Your pet is showing complete strangers where you live, down to the exact house.
It’s not some weird feline Facebook, it’s iknowwhereyourcatlives.com.
The website is a silly concept with a serious message.
It’s about creepy stalkers, stranger danger and inadvertently plastering your personal info on the web.
We knocked on a few doors to see if the website is accurate. It is.
In Chula Vista we knocked on Don Bandel’s door, looking for his cat, David Bowie, and his dog, Ninna Simone.
Bandel had no idea Bowie and Ninna were on the website.
“Weird,” Bandel said.
A few blocks away we knocked on the door of another cat listed and found Matilda, a nine-year-old tabby, and her owner Daniel Ratner.
“It’s kind of creepy. It’s a little creepy. I don’t know that I like it too much,” Ratner said.
Owen Mundy created the website.
“I came up with ‘I Know Where Your Cat Lives’ one day when I was photographing my daughter and I was uploading pictures with Instagram,” Mundy said.
He noticed there was a map showing where he took the photo.
“They were essentially giving, they still are, giving away the geographical locations of the photograph their 300-million users are uploading, everyday,” Mundy said.
Mundy said it’s not just Instagram, it’s any app that takes photos.
“When it’s on my phone you can see where they took the picture.
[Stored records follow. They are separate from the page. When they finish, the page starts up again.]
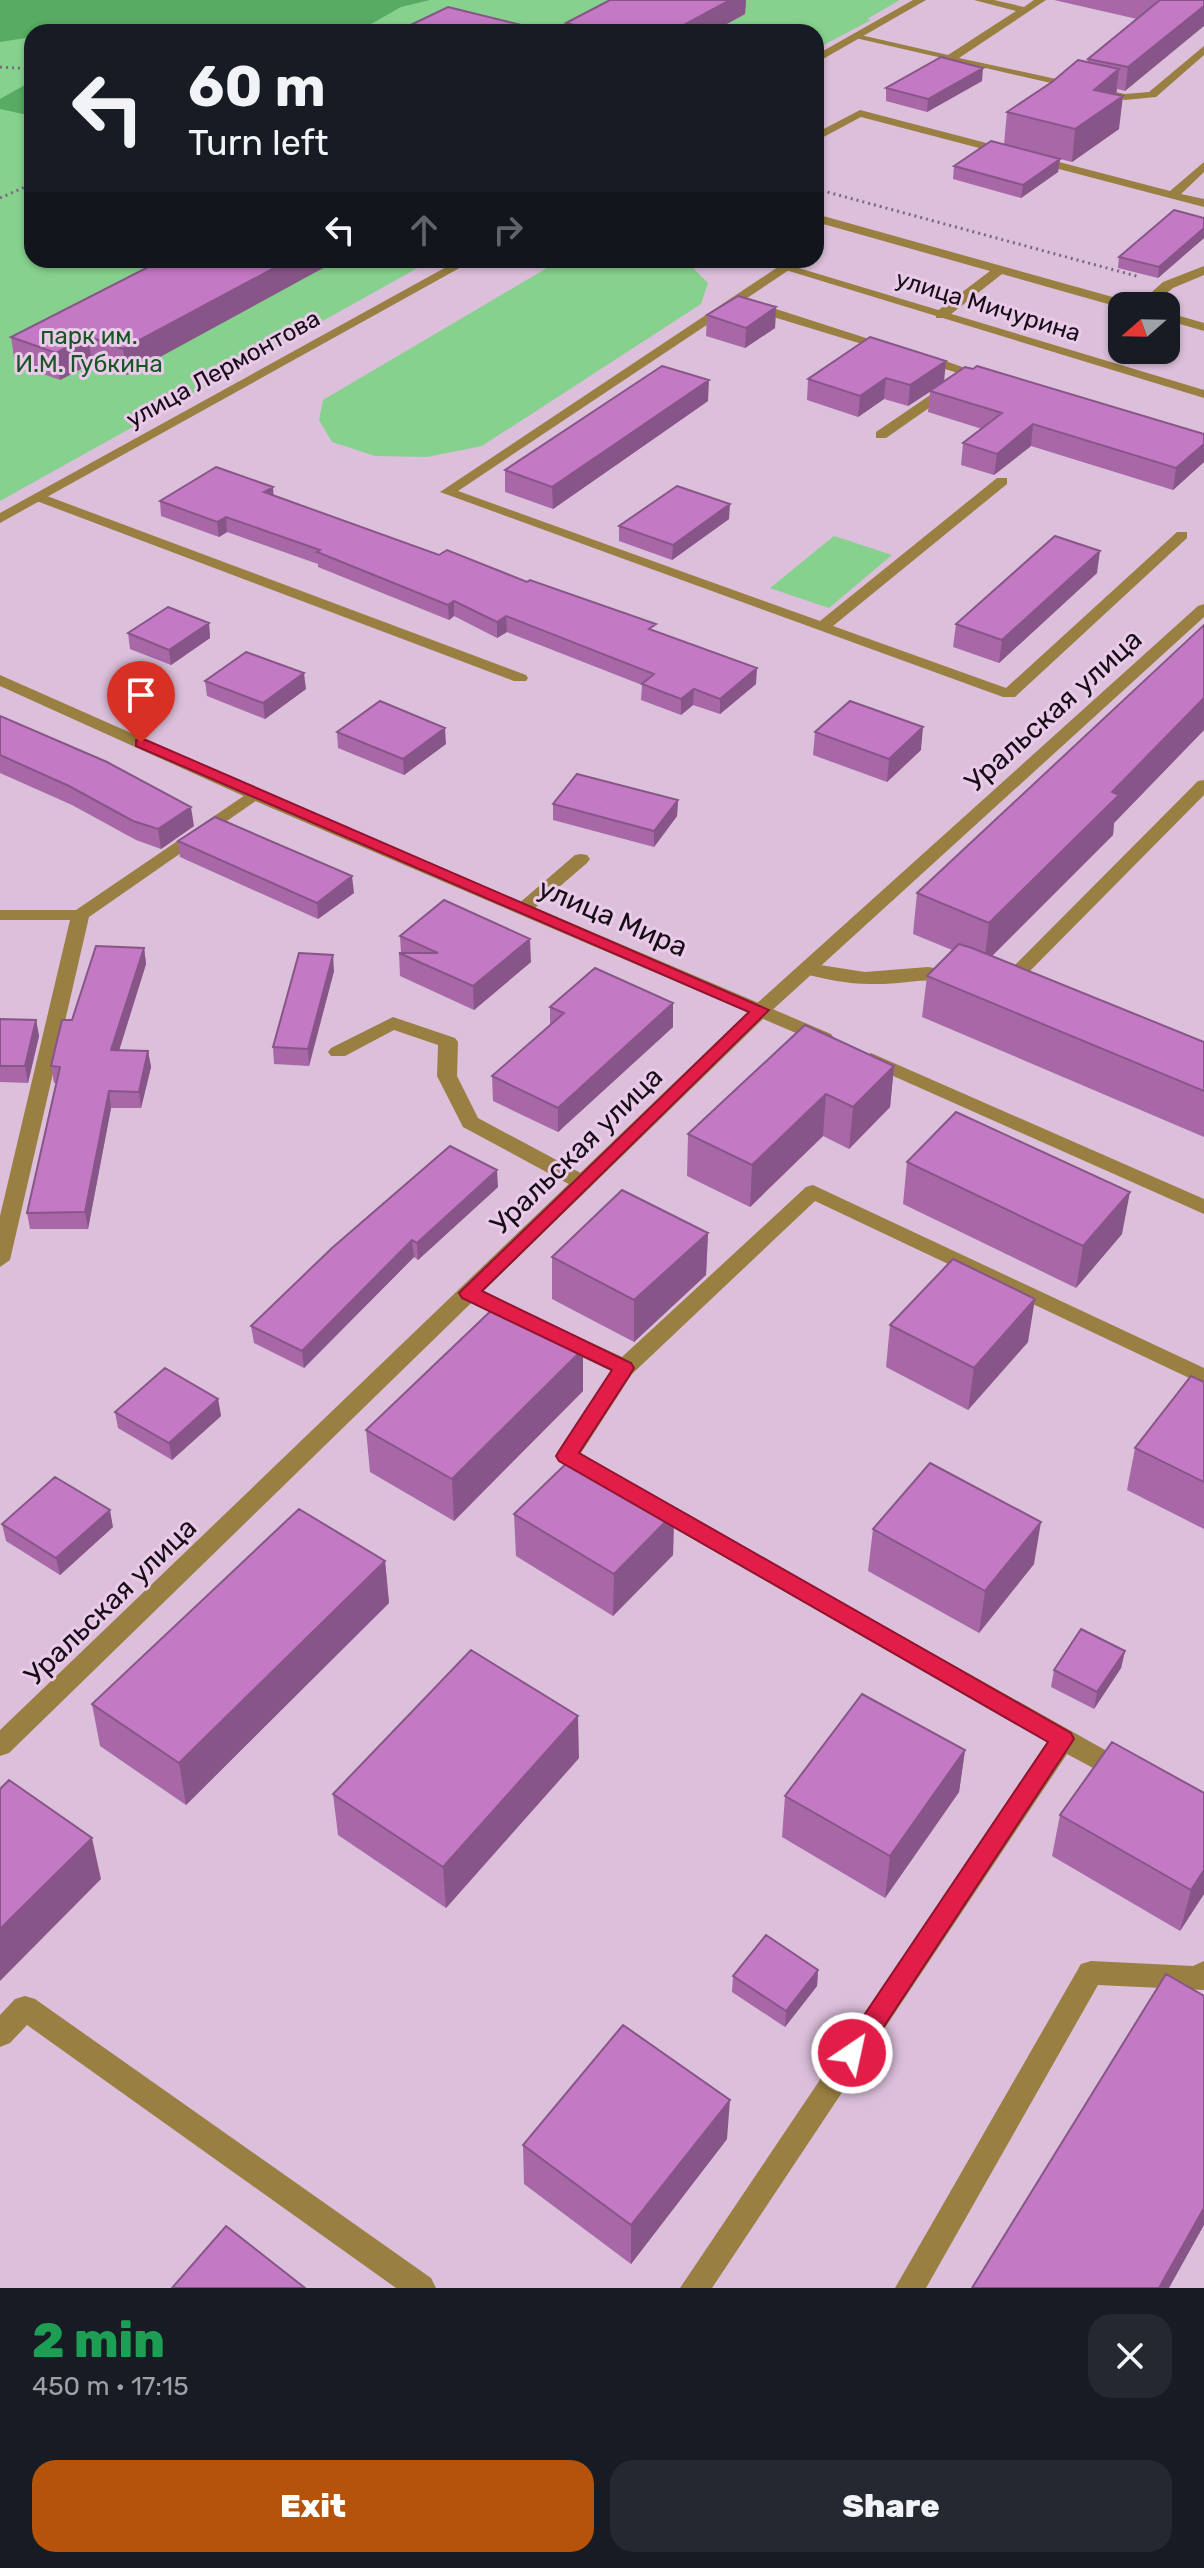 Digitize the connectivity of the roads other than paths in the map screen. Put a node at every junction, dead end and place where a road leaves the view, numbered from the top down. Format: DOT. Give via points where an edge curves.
graph roads {
  1 [pos="921,0"];
  2 [pos="979,0"];
  3 [pos="1041,0"];
  4 [pos="1025,10"];
  5 [pos="856,37"];
  6 [pos="1204,49"];
  7 [pos="824,55"];
  8 [pos="950,59"];
  9 [pos="824,133"];
  10 [pos="1204,166"];
  11 [pos="1172,195"];
  12 [pos="1204,203"];
  13 [pos="824,220"];
  14 [pos="454,268"];
  15 [pos="786,268"];
  16 [pos="999,270"];
  17 [pos="1204,270"];
  18 [pos="1160,292"];
  19 [pos="1108,300"];
  20 [pos="736,301"];
  21 [pos="941,315"];
  22 [pos="1180,320"];
  23 [pos="1204,327"];
  24 [pos="898,350"];
  25 [pos="913,355"];
  26 [pos="1204,394"];
  27 [pos="881,435"];
  28 [pos="1002,481"];
  29 [pos="39,497"];
  30 [pos="0,519"];
  31 [pos="1182,535"];
  32 [pos="1204,609"];
  33 [pos="822,627"];
  34 [pos="520,678"];
  35 [pos="0,680"];
  36 [pos="1204,785"];
  37 [pos="254,794"];
  38 [pos="581,859"];
  39 [pos="523,909"];
  40 [pos="0,915"];
  41 [pos="80,915"];
  42 [pos="807,969"];
  43 [pos="973,981"];
  44 [pos="1043,990"];
  45 [pos="761,1010"];
  46 [pos="338,1052"];
  47 [pos="583,1183"];
  48 [pos="1204,1207"];
  49 [pos="0,1260"];
  50 [pos="469,1293"];
  51 [pos="624,1368"];
  52 [pos="1204,1377"];
  53 [pos="608,1480"];
  54 [pos="635,1495"];
  55 [pos="1063,1739"];
  56 [pos="0,1746"];
  57 [pos="1140,1783"];
  58 [pos="1204,1973"];
  59 [pos="0,2034"];
  60 [pos="421,2288"];
  61 [pos="695,2288"];
  62 [pos="910,2288"];
  1 -- 5 [label="street"];
  2 -- 4 [label="street"];
  3 -- 4 [label="street"];
  4 -- 8 [label="street"];
  5 -- 7 [label="street"];
  5 -- 8 [label="street"];
  6 -- 8 [label="street" via="1152,95 1125,97"];
  9 -- 11 [label="street" via="860,113"];
  10 -- 11 [label="street"];
  11 -- 12 [label="street"];
  13 -- 16 [label="street"];
  14 -- 29 [label="street, улица Лермонтова"];
  15 -- 20 [label="street"];
  15 -- 21 [label="street, улица Мичурина"];
  16 -- 19 [label="street"];
  16 -- 21 [label="street"];
  17 -- 18 [label="street"];
  20 -- 24 [label="street"];
  20 -- 33 [label="street" via="447,492"];
  21 -- 26 [label="street, улица Мичурина"];
  22 -- 23 [label="street"];
  25 -- 27 [label="street" via="972,373"];
  28 -- 33 [label="street"];
  29 -- 30 [label="street, улица Лермонтова"];
  29 -- 34 [label="street"];
  31 -- 33 [label="street" via="1009,694"];
  32 -- 42 [label="street, Уральская улица"];
  35 -- 37 [label="street, улица Мира"];
  36 -- 44 [label="street" via="1007,978"];
  37 -- 39 [label="street, улица Мира"];
  37 -- 41 [label="street"];
  38 -- 39 [label="street"];
  39 -- 45 [label="street, улица Мира"];
  40 -- 41 [label="street"];
  41 -- 49 [label="street"];
  42 -- 43 [label="street" via="884,978 930,969"];
  42 -- 45 [label="street, Уральская улица"];
  45 -- 47 [label="street, Уральская улица"];
  45 -- 48 [label="street, улица Мира"];
  46 -- 47 [label="street" via="393,1023 448,1042 447,1076 470,1122"];
  47 -- 50 [label="street, Уральская улица"];
  50 -- 51 [label="street"];
  50 -- 56 [label="street, Уральская улица"];
  51 -- 52 [label="street" via="813,1192"];
  51 -- 53 [label="street" via="567,1456"];
  54 -- 55 [label="street"];
  55 -- 57 [label="street"];
  55 -- 61 [label="street"];
  58 -- 62 [label="street" via="1200,1979 1091,1973"];
  59 -- 60 [label="street" via="25,2008"];
} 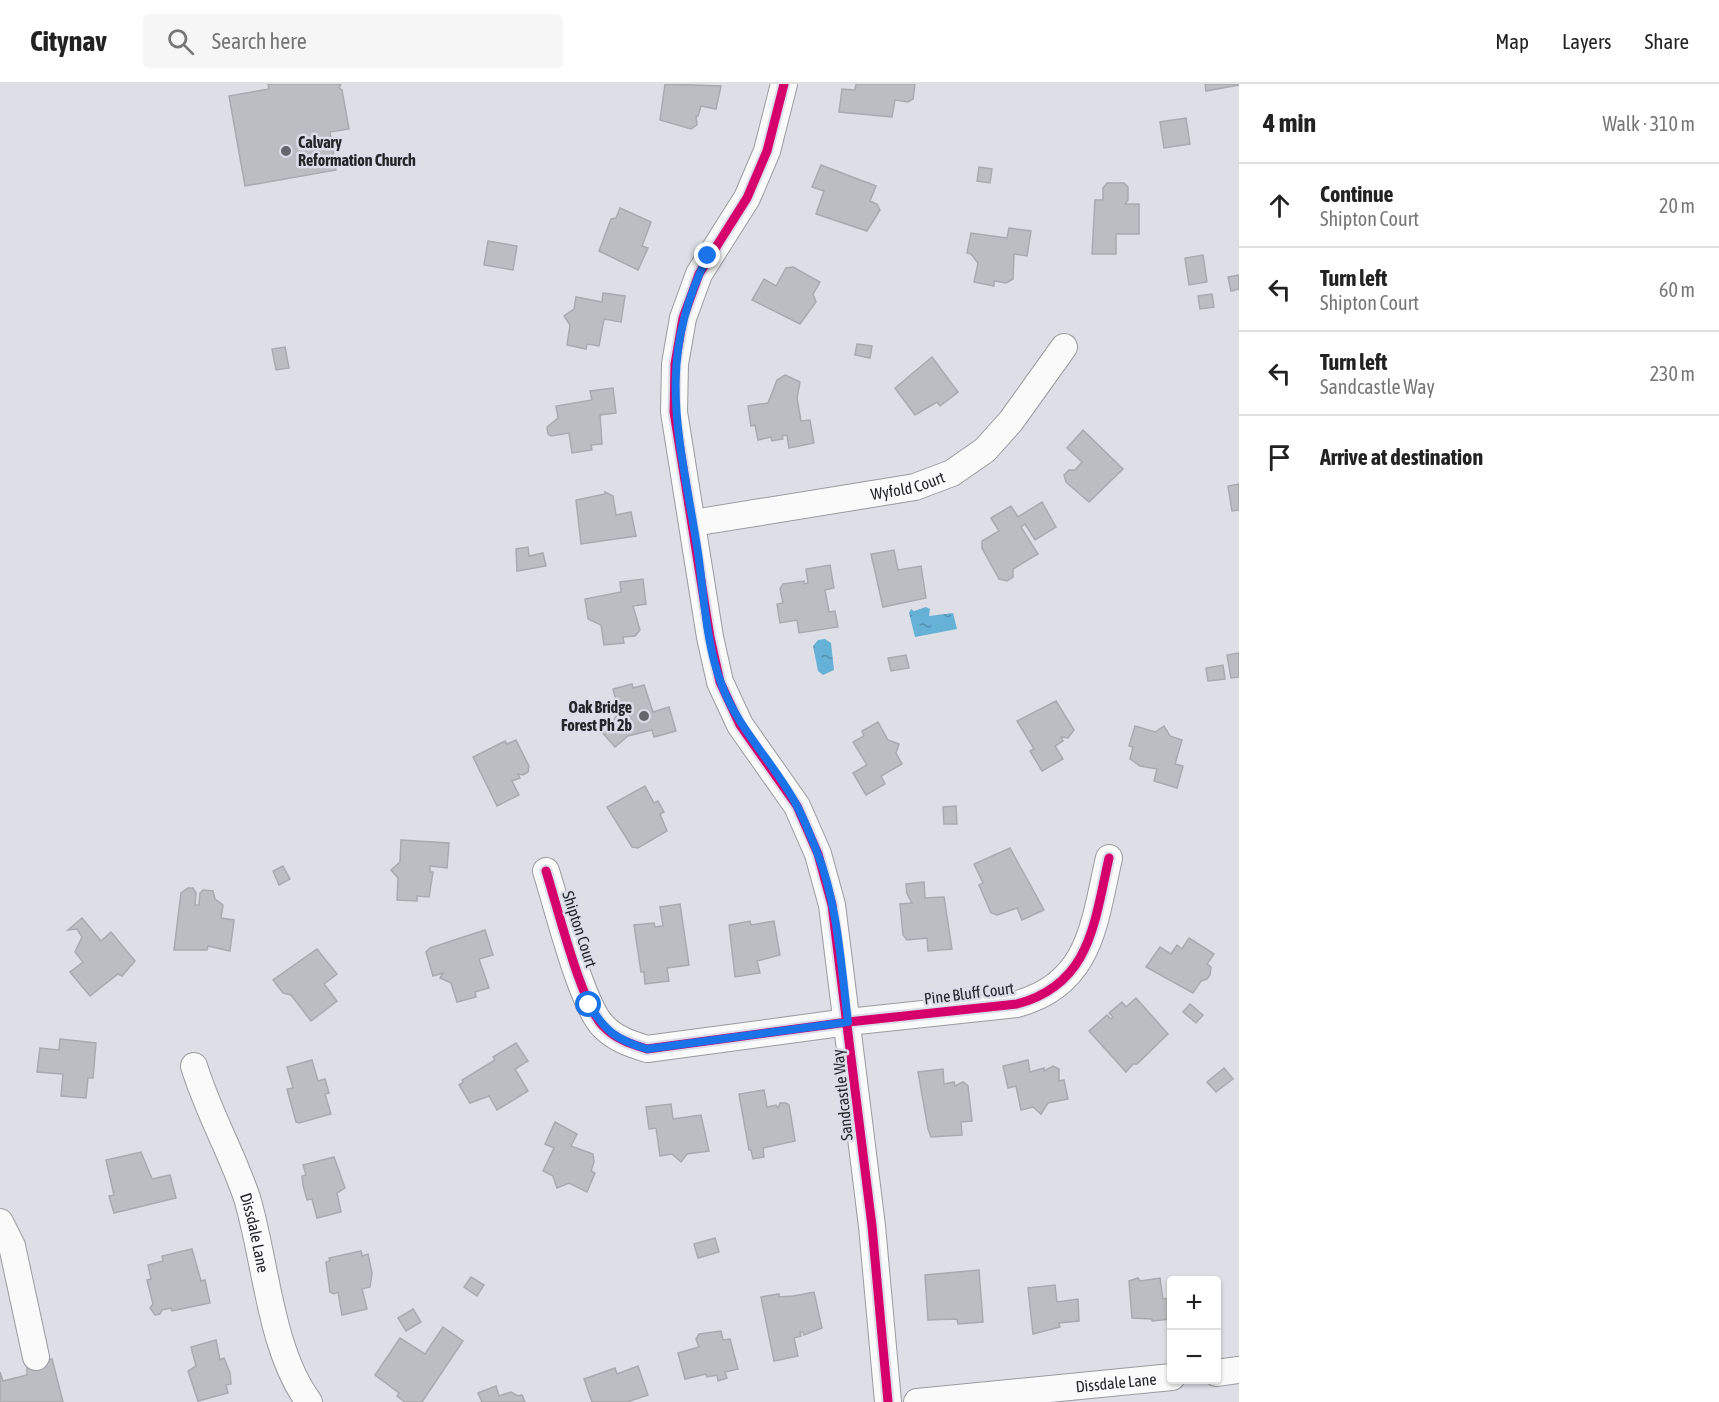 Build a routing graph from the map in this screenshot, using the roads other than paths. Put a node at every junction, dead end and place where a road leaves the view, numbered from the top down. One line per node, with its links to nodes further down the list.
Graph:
1 (784, 84): 3 (street, Sandcastle Way)
2 (1064, 347): 3 (street, Wyfold Court)
3 (693, 523): 6 (street, Sandcastle Way)
4 (1109, 858): 6 (street, Pine Bluff Court)
5 (546, 871): 6 (street, Shipton Court)
6 (848, 1022): 14 (street, Sandcastle Way)
7 (194, 1066): 13 (street, Dissdale Lane)
8 (0, 1222): 9 (street)
9 (36, 1357)
10 (1239, 1370): 11 (street)
11 (1221, 1372)
12 (1167, 1377): 15 (street, Dissdale Lane)
13 (309, 1402)
14 (888, 1402)
15 (917, 1402) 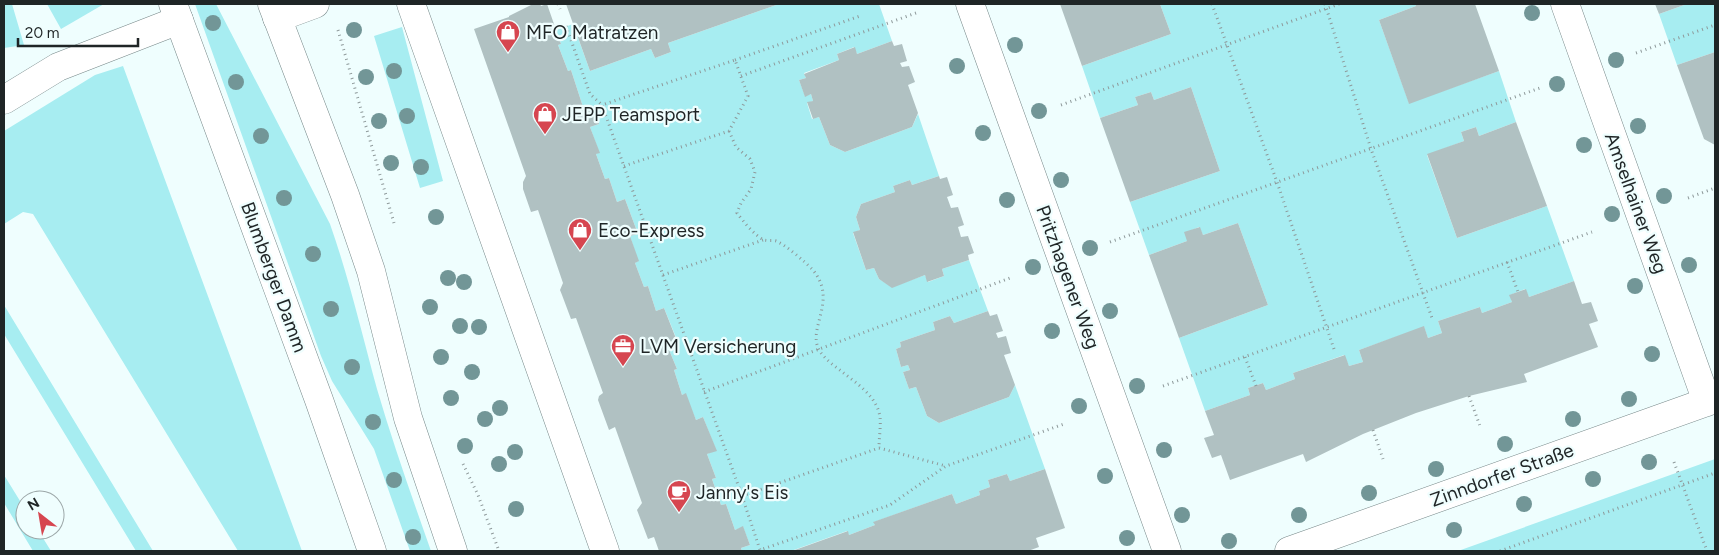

I didn’t know it was public though,” Ratner said.
In fact, all photos you take on your smartphone have a digital location stamp embedded in it, unless you have turned location services for your phone’s camera to ‘off’ or ‘never.’
But the location stamp is still in photos you take using an app, like Instagram.
Those bathroom selfies? Cute photos of your new baby? Might as well give strangers a map to exactly where you are.
“Now we are really oversharing, because we are oversharing where we live,” Bandel said.
Think of this as 'I Know Where Your Kid Lives… Your Wife Lives… Where You Live.'
Mundy said you need to go in your phone and adjust the setting in each photo-sharing and taking app manually, turning the location services off.
“Everyone’s so worried about the NSA watching them. Nobody is watching them. They are putting the information out,” Bandel said.
If you have an Android phone, click on this link for step-by-step directions.
How to turn off geo-tagging for photos you take on your iPhone:
Settings – Privacy – Location Services
If you want to really go dark, turn Location Services to 'off.' No one can find you. This will turn off all of your app location services, but you will not be able to use GPS or apps like Waze.
If you use GPS, or Apps like Waze and Yelp to find things around you and/or you want people to track your approximate location in case of an emergency, leave Location Services on.
Scroll down to the apps.
Set Camera to 'Never.'
Set Messages to 'Never.'
Set Instagram, Facebook, Snapchat, etc. to 'Never.'
You can set some apps, such as Yelp and Waze to 'While Using the App,' but remember, if you take a photo using the app, it will have a geo-tag.